Instructions to follow: Using the material below, work out how many lines contain "AUGUSTA". Only the number is wanted.
>>
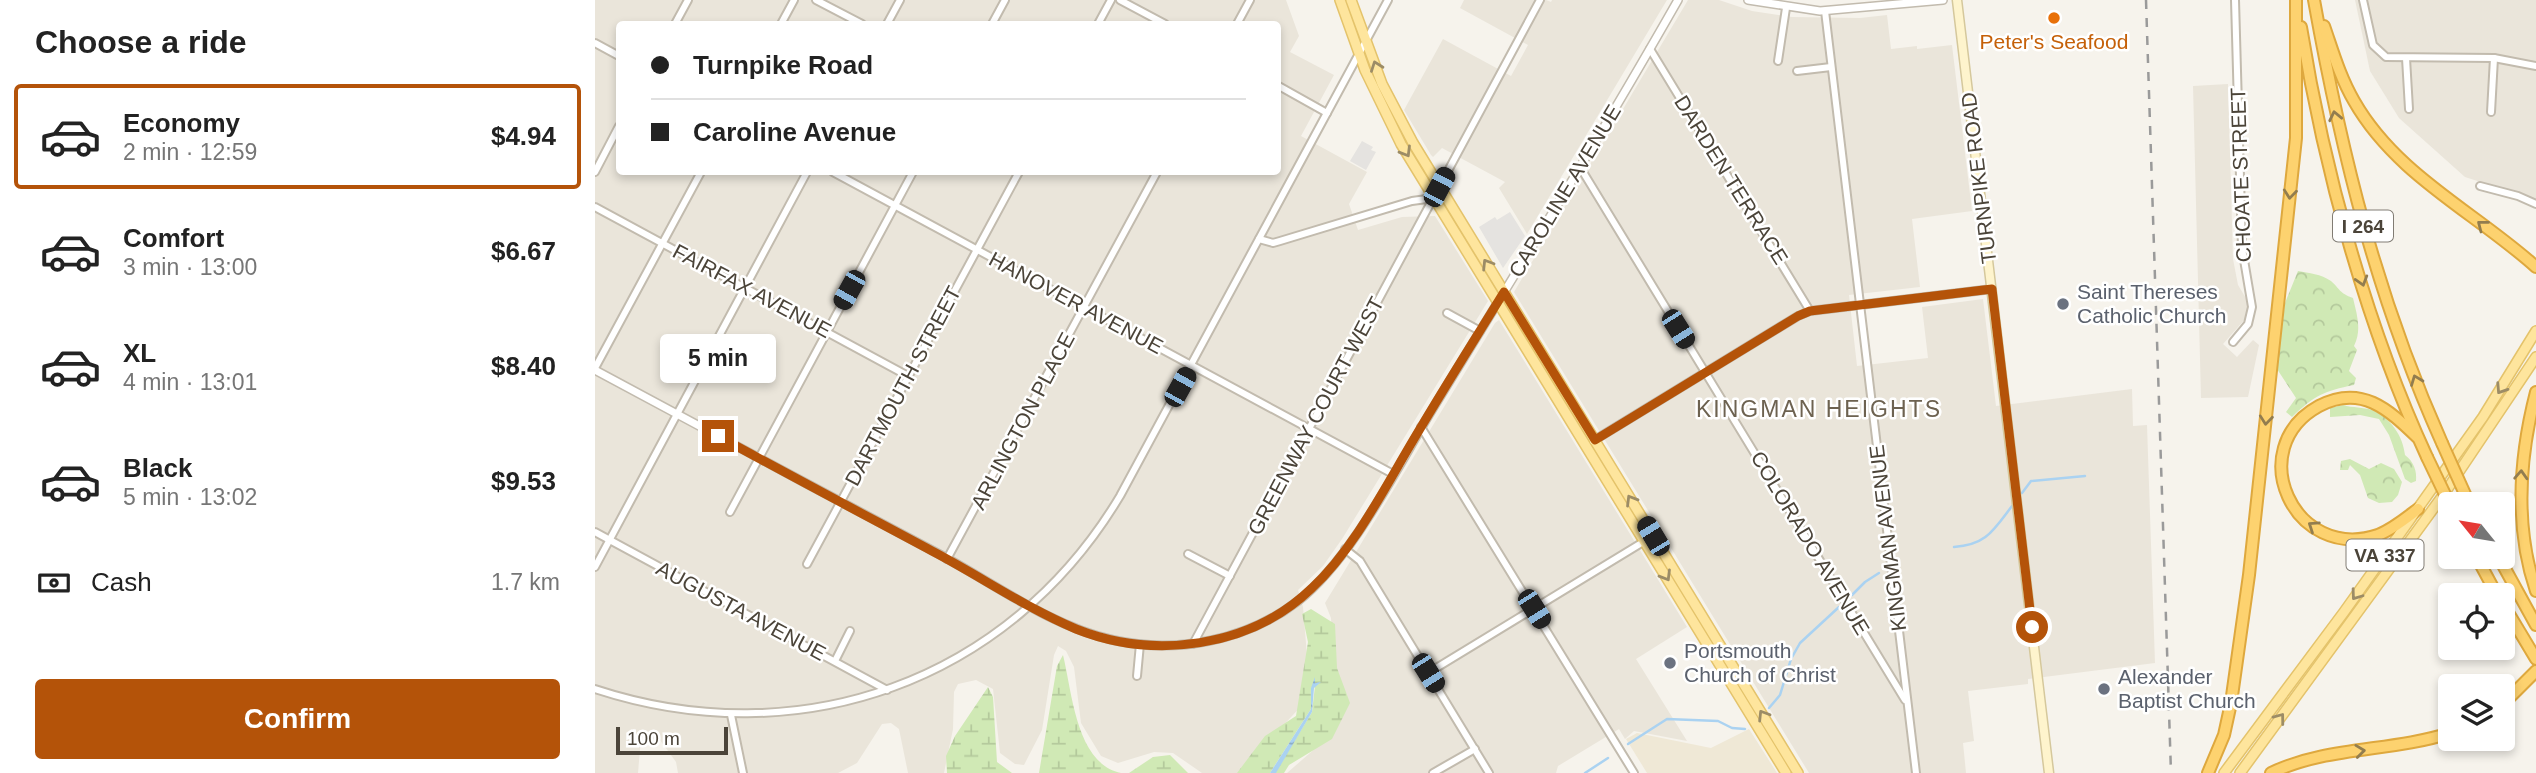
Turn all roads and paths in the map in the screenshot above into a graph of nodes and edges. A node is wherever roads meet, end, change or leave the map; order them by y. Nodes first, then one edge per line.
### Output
1 (688, 0) edge
2 (794, 0) edge
3 (816, 0) edge
4 (900, 0) edge
5 (1005, 0) edge
6 (1111, 0) edge
7 (1120, 0) edge
8 (1250, 0) edge
9 (1340, 0) edge
10 (1351, 0) edge
11 (1388, 0) edge
12 (1540, 0) edge
13 (1678, 0) edge
14 (1748, 0) edge
15 (1860, 0) edge
16 (1943, 0) edge
17 (1957, 0) edge
18 (2235, 0) edge
19 (2296, 0) edge
20 (2315, 0) edge
21 (2363, 0) edge
22 (1766, 2) edge
23 (1786, 8) junction
24 (1861, 9) junction
25 (1825, 11) junction
26 (677, 21) edge
27 (783, 21) edge
28 (856, 21) edge
29 (889, 21) edge
30 (994, 21) edge
31 (1100, 21) edge
32 (1159, 21) edge
33 (1239, 21) edge
34 (1366, 40) junction
35 (595, 43) edge
36 (1650, 49) junction
37 (616, 54) edge
38 (1359, 54) junction
39 (2406, 58) junction
40 (2494, 58) junction
41 (1778, 61) dead end
42 (2536, 66) edge
43 (1831, 67) junction
44 (1797, 71) dead end
45 (1281, 87) edge
46 (2409, 109) dead end
47 (2491, 112) dead end
48 (1327, 113) junction
49 (616, 132) edge
50 (1580, 167) junction
51 (595, 172) edge
52 (699, 175) edge
53 (805, 175) edge
54 (839, 175) edge
55 (911, 175) edge
56 (1017, 175) edge
57 (1155, 175) edge
58 (2480, 186) dead end
59 (1439, 187) junction
60 (1434, 198) junction
61 (2536, 204) edge
62 (895, 205) junction
63 (595, 207) edge
64 (1259, 239) junction
65 (662, 244) junction
66 (976, 249) junction
67 (2536, 267) edge
68 (745, 288) junction
69 (1992, 289) junction
70 (1504, 292) junction
71 (1497, 302) junction
72 (1860, 305) junction
73 (1084, 307) junction
74 (1810, 311) junction
75 (1447, 313) dead end
76 (827, 331) junction
77 (1480, 331) junction
78 (2536, 331) edge
79 (2232, 342) dead end
80 (2536, 357) edge
81 (1192, 365) junction
82 (595, 369) edge
83 (1704, 372) junction
84 (908, 376) junction
85 (2536, 393) edge
86 (677, 414) junction
87 (1421, 427) junction
88 (1309, 428) junction
89 (1595, 440) junction
90 (2419, 440) junction
91 (1586, 445) junction
92 (759, 458) junction
93 (1394, 474) junction
94 (2444, 492) edge
95 (2464, 492) edge
96 (841, 502) junction
97 (2418, 509) junction
98 (730, 512) dead end
99 (595, 532) edge
100 (1649, 538) junction
101 (610, 540) junction
102 (1345, 549) junction
103 (1188, 554) dead end
104 (947, 559) junction
105 (807, 564) dead end
106 (595, 567) edge
107 (2505, 569) edge
108 (1230, 576) junction
109 (2536, 591) edge
110 (1031, 606) junction
111 (1534, 609) junction
112 (2515, 624) edge
113 (2536, 625) edge
114 (850, 631) dead end
115 (1193, 644) junction
116 (1140, 645) junction
117 (2536, 659) edge
118 (835, 661) junction
119 (2536, 671) edge
120 (1428, 673) junction
121 (1137, 676) dead end
122 (595, 690) edge
123 (887, 690) junction
124 (2515, 692) edge
125 (1907, 704) junction
126 (731, 715) junction
127 (2438, 736) edge
128 (1475, 749) junction
129 (1787, 754) junction
130 (1778, 760) junction
131 (743, 773) edge
132 (1433, 773) edge
133 (1489, 773) edge
134 (1634, 773) edge
135 (1786, 773) edge
136 (1798, 773) edge
137 (1916, 773) edge
138 (2049, 773) edge
139 (2208, 773) edge
140 (2224, 773) edge
141 (2240, 773) edge
142 (2271, 773) edge

1 - 26 street
2 - 27 street
3 - 28 street
4 - 29 street
5 - 30 street
6 - 31 street
7 - 32 street
8 - 33 street
9 - 38 main road
10 - 34 main road
11 - 34 street
12 - 59 street, GREENWAY COURT WEST
13 - 36 street, CAROLINE AVENUE
14 - 22 street
15 - 24 street
16 - 24 street
17 - 69 main road, TURNPIKE ROAD
18 - 79 street, CHOATE STREET
19 -> 90 highway, I 264
19 -> 139 highway
67 -> 20 highway
95 -> 20 highway, I 264, bridge
21 - 39 street
22 - 23 street
23 - 25 street
23 - 41 street
24 - 25 street
25 - 43 street, KINGMAN AVENUE
34 - 38 street
59 -> 34 main road
35 - 37 street
36 - 50 street, CAROLINE AVENUE
36 - 74 street, DARDEN TERRACE
38 - 48 street
38 -> 60 main road
39 - 40 street
39 - 46 street
40 - 42 street
40 - 47 street
43 - 44 street
43 - 72 street, KINGMAN AVENUE
45 - 48 street
48 - 64 street
49 - 51 street
50 - 70 street, CAROLINE AVENUE
50 - 83 street, COLORADO AVENUE
52 - 65 street
53 - 68 street
54 - 62 street, HANOVER AVENUE
55 - 62 street
56 - 66 street, DARTMOUTH STREET
57 - 73 street, ARLINGTON PLACE
58 - 61 street
59 - 60 street, GREENWAY COURT WEST
70 -> 59 main road
60 - 64 street
60 - 71 main road
60 - 88 street, GREENWAY COURT WEST
62 - 66 street, HANOVER AVENUE
62 - 76 street
63 - 65 street, FAIRFAX AVENUE
64 - 81 street
65 - 68 street, FAIRFAX AVENUE
65 - 82 street
66 - 73 street, HANOVER AVENUE
66 - 84 street, DARTMOUTH STREET
68 - 76 street, FAIRFAX AVENUE
68 - 86 street
69 - 72 street
69 - 138 main road, TURNPIKE ROAD
70 - 71 street, CAROLINE AVENUE
70 - 89 main road
71 - 77 street, CAROLINE AVENUE
71 - 91 main road
72 - 74 street
72 - 125 street, KINGMAN AVENUE
73 - 81 street, HANOVER AVENUE
73 - 104 street, ARLINGTON PLACE
74 - 83 street
75 - 77 street
76 - 84 street, FAIRFAX AVENUE
76 - 92 street
77 - 87 street, CAROLINE AVENUE
78 -> 97 main road, VA 337
141 -> 80 main road, VA 337
81 - 88 street, HANOVER AVENUE
81 - 110 street
82 - 86 street, CAROLINE AVENUE
83 - 89 street
83 - 125 street, COLORADO AVENUE
84 - 96 street, DARTMOUTH STREET
109 -> 85 highway
86 - 92 street, CAROLINE AVENUE
86 - 101 street
87 - 93 street, CAROLINE AVENUE
87 - 111 street
88 - 93 street, HANOVER AVENUE
88 - 108 street, GREENWAY COURT WEST
89 - 91 street
100 -> 89 main road
90 - 94 highway, I 264, bridge
97 -> 90 highway
91 - 100 main road
92 - 96 street, CAROLINE AVENUE
92 - 98 street
93 - 102 street, CAROLINE AVENUE
96 - 104 street, CAROLINE AVENUE
96 - 105 street, DARTMOUTH STREET
97 -> 140 main road, VA 337
99 - 101 street, AUGUSTA AVENUE
100 - 111 street
129 -> 100 main road
100 -> 130 main road
101 - 106 street
101 - 118 street, AUGUSTA AVENUE
102 - 115 street, CAROLINE AVENUE
102 - 120 street
103 - 108 street
104 - 110 street, CAROLINE AVENUE
107 - 113 highway
108 - 115 street, GREENWAY COURT WEST
110 - 116 street, CAROLINE AVENUE
110 - 123 street
111 - 120 street
111 - 134 street
112 - 117 highway
114 - 118 street
115 - 116 street, CAROLINE AVENUE
116 - 121 street
118 - 123 street, AUGUSTA AVENUE
119 - 124 highway
120 - 128 street
122 - 126 street
123 - 126 street
125 - 137 street, KINGMAN AVENUE
126 - 131 street
142 -> 127 highway
128 - 132 street
128 - 133 street
129 - 130 main road
129 - 136 main road
130 - 135 main road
<<
Expected answer: 3